Re: [PATCH RFC 0/4] net: add bpfilter

Willem de Bruijn <willemdebruijn.kernel@xxxxxxxxx> · Mon, 19 Feb 2018 16:42:40 -0500

> I see several possible areas of contention:
>
> 1) If you aim for a non-feature-complete support of iptables rules, it
>    will create confusion to the users.

Right, you need full feature parity to be avoid ending up having to
maintain two implementations.

It seems uncontroversial that BPF can be very powerful if run at iptables
hooks. For performance, but also versatility. The android folks are converting
one out-of-tree module to BPF. There is probably a lot more such
business logic out there that is not suitable for inclusion in mainline as
an xt match/target, and that needs more access than xt_bpf can provide.

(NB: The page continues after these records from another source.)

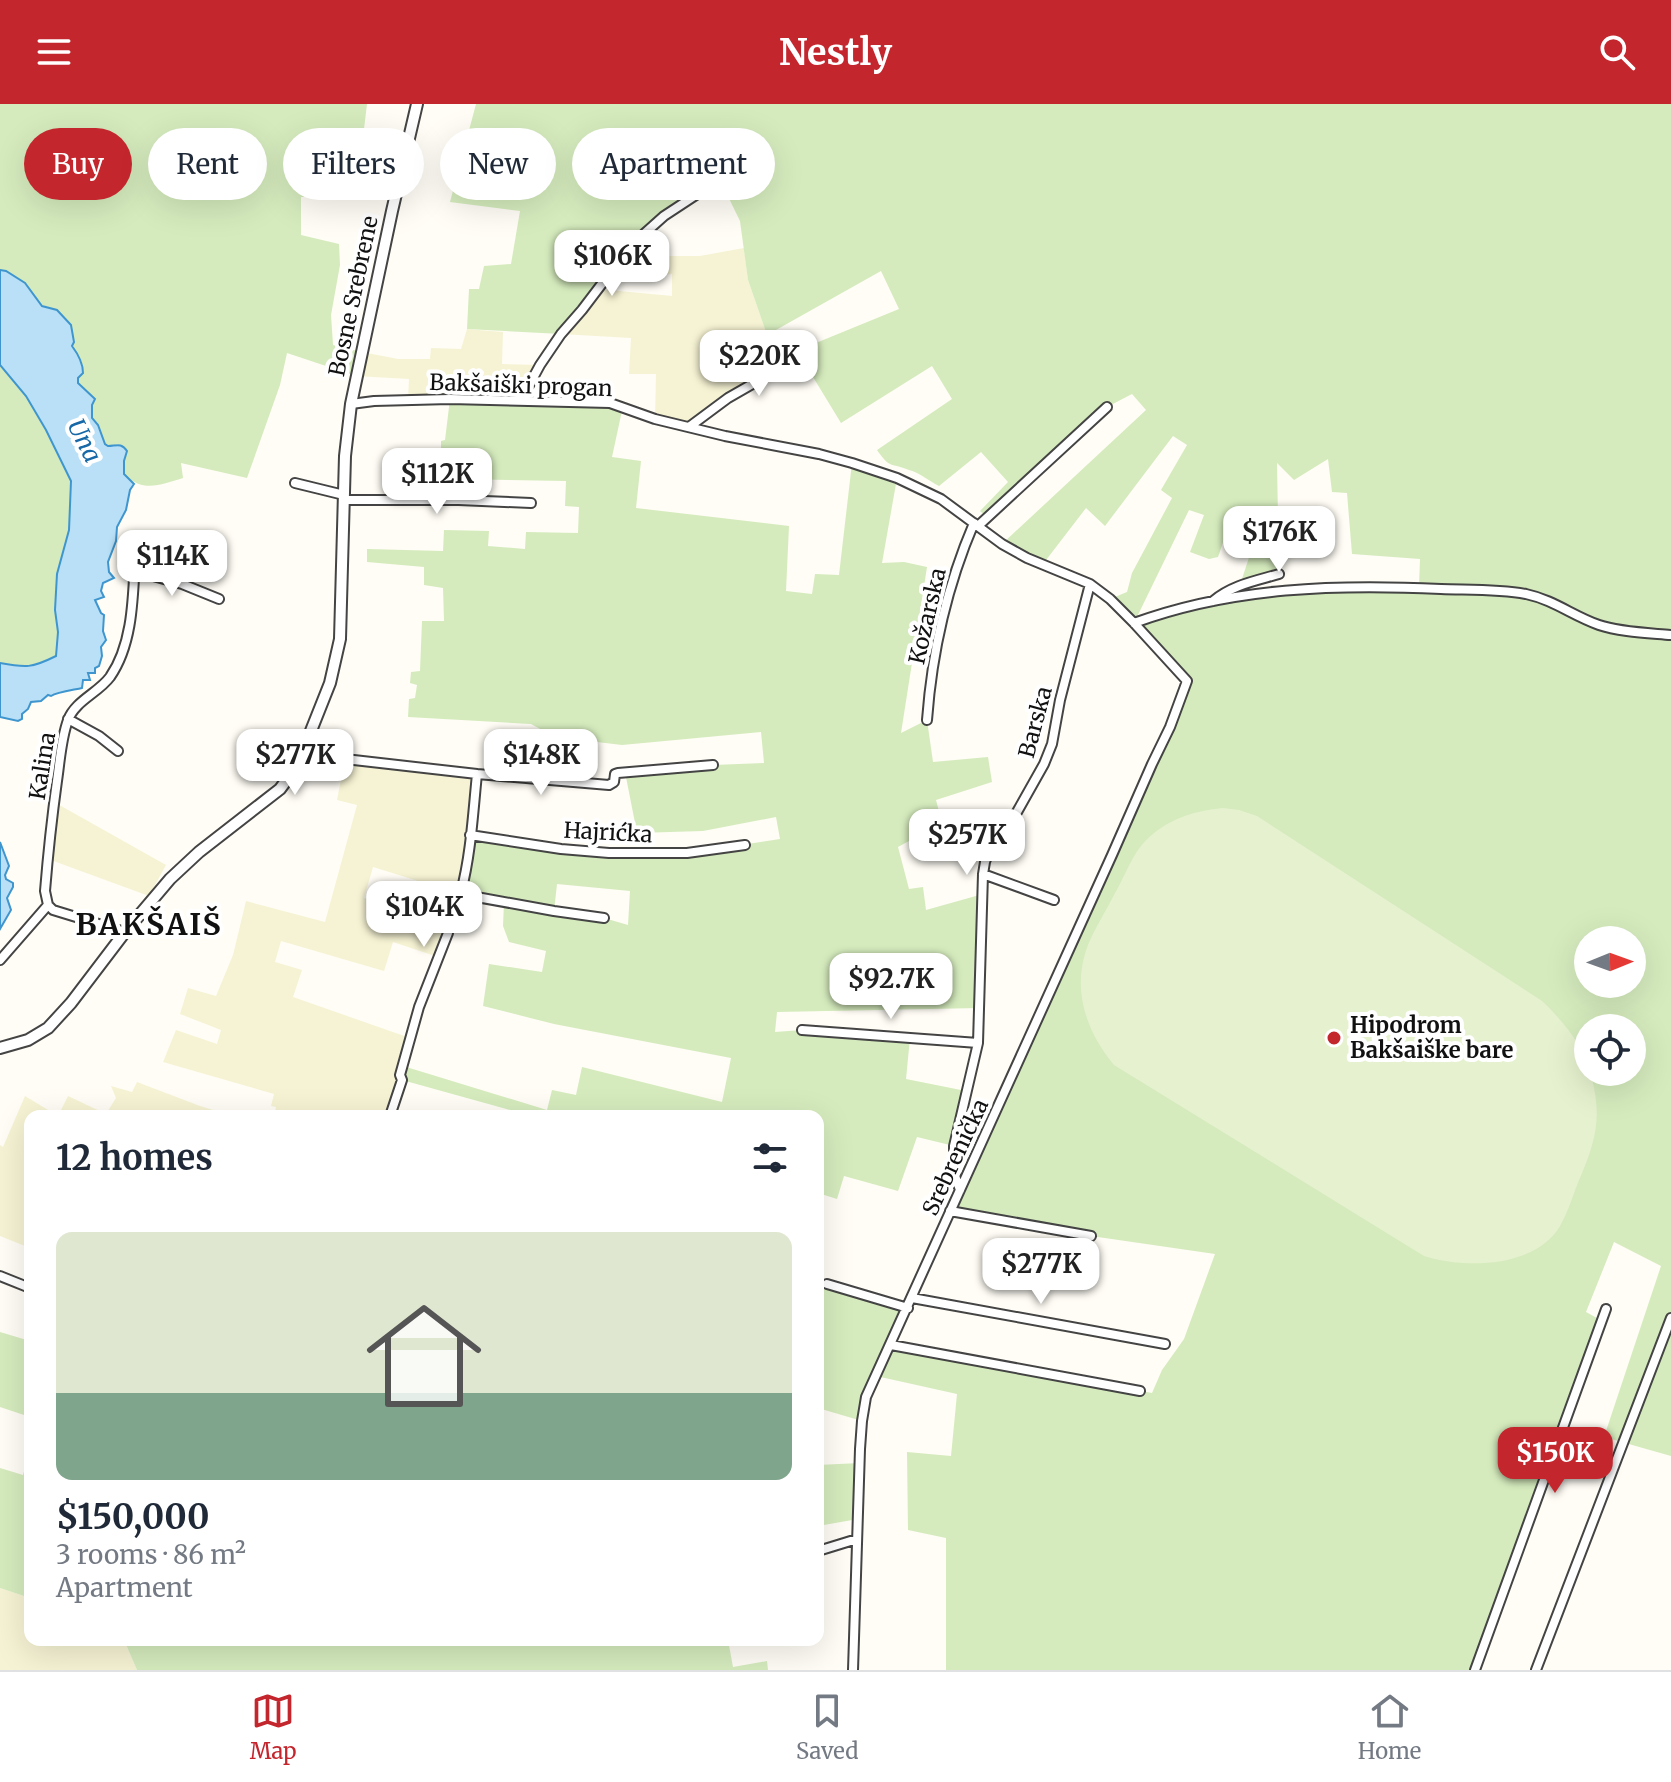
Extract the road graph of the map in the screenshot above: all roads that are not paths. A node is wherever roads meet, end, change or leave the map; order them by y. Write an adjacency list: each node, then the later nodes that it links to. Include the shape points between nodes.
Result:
1 (417, 104): 5 (street, Bosne Srebrene)
2 (688, 200): 4 (street, via 623,256 561,334)
3 (811, 345): 7 (street)
4 (521, 400): 5 (street, Bakšaiški progan); 7 (street, Bakšaiški progan, via 610,403)
5 (351, 404): 9 (street, Bosne Srebrene)
6 (1107, 407): 11 (street)
7 (689, 427): 11 (street, Bakšaiški progan, via 819,454 897,478)
8 (295, 483): 9 (street)
9 (344, 498): 10 (street); 24 (street, Bosne Srebrene, via 340,639 330,683)
10 (531, 503)
11 (976, 524): 15 (street, Bakšaiški progan, via 1027,558); 22 (street, Kožarska, via 958,561 936,647)
12 (135, 558): 13 (street, Kalina)
13 (135, 571): 16 (street); 21 (street, Kalina, via 120,659 109,678)
14 (1279, 574): 17 (street, via 1240,585)
15 (1090, 584): 18 (street, Bakšaiški progan); 30 (street, Barska, via 1052,744 1023,802)
16 (219, 599)
17 (1212, 602): 18 (street); 19 (street, via 1314,587 1526,594 1602,626)
18 (1134, 623): 20 (street, Bakšaiški progan)
19 (1671, 635)
20 (1187, 681): 42 (street, Srebrenička)
21 (68, 719): 23 (street); 34 (street, Kalina, via 48,859)
22 (927, 720)
23 (118, 751)
24 (303, 751): 26 (street); 36 (street, Bosne Srebrene, via 280,789 199,852)
25 (713, 765): 26 (street, via 618,773 609,785)
26 (477, 774): 28 (street)
27 (955, 831): 30 (street)
28 (470, 835): 29 (street, Hajrićka, via 609,853 687,853); 32 (street)
29 (745, 845)
30 (991, 846): 31 (street, Barska)
31 (983, 874): 33 (street); 39 (street, Barska)
32 (460, 894): 35 (street); 41 (street, via 419,1007)
33 (1054, 900)
34 (48, 905): 36 (street); 37 (street)
35 (604, 918)
36 (125, 932): 40 (street, Bosne Srebrene, via 48,1028)
37 (0, 960)
38 (802, 1030): 39 (street)
39 (978, 1043): 42 (street, Barska, via 954,1146)
40 (0, 1048)
41 (392, 1110)
42 (960, 1190): 43 (street, Srebrenička)
43 (950, 1211): 44 (street); 48 (street, Srebrenička)
44 (1091, 1236)
45 (0, 1276): 47 (street)
46 (827, 1284): 49 (street)
47 (24, 1286)
48 (912, 1298): 49 (street, Srebrenička); 52 (street)
49 (908, 1308): 53 (street, Srebrenička)
50 (1606, 1309): 58 (street)
51 (1671, 1318): 59 (street)
52 (1165, 1344)
53 (891, 1345): 54 (street); 55 (street, Srebrenička, via 866,1397)
54 (1140, 1391)
55 (857, 1539): 56 (street); 57 (street, Srebrenička)
56 (824, 1549)
57 (853, 1670)
58 (1475, 1670)
59 (1536, 1670)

If a new first-class citizen BPF infra can do this and back the legacy
interface, too, that would save on maintenance. There is a steady
stream of fixes to iptables, e.g., from syzkaller vulnerability reports.
Just keeping the old implementation around as a dead letter is not a
safe deprecation strategy.

To bootstrap bpfilter, in the short term a reasonable set of iptables targets
and matches can perhaps be ported to BPF external functions with some
simple glue code.

> To me, this looks like some kind of legacy backwards compatibility
> mechanism that one would find in proprietary operating systems, but not
> in Linux.  iptables, libiptc etc. are all free software.  The source
> code can be edited, and you could just as well have a new version of
> iptables and/or libiptc which would pass the ruleset in userspace to
> your compiler, which would then insert the resulting eBPF program.
>
> Why add quite comprehensive kerne infrastructure?  What's the motivation
> here?

The ABI deprecation point has been discussed quite a bit. If it is
infeasible to just drop the old interface, then an upcall mechanism
does seem the most practical approach to dynamically generating this
code. FWIW, as BPF is being used in more places, other locations
besides iptables could make use of this.

> Could you please clarify why the 'filter' table INPUT chain was used if
> you're using XDP?  AFAICT they have completely different semantics.
>
> There is a well-conceived and generally understood notion of where
> exactly the filter/INPUT table processing happens.  And that's not as
> early as in the NIC, but it's much later in the processing of the
> packet.
>
> I believe _if_ one wants to use the approach of "hiding" eBPF behind
> iptables, then either
>
> a) the eBPF programs must be executed at the exact same points in the
>    stack as the existing hooks of the built-in chains of the
>    filter/nat/mangle/raw tables, or
>
> b) you must introduce new 'tables', like an 'xdp' table which then has
>    the notion of processing very early in processing, way before the
>    normal filter table INPUT processing happens.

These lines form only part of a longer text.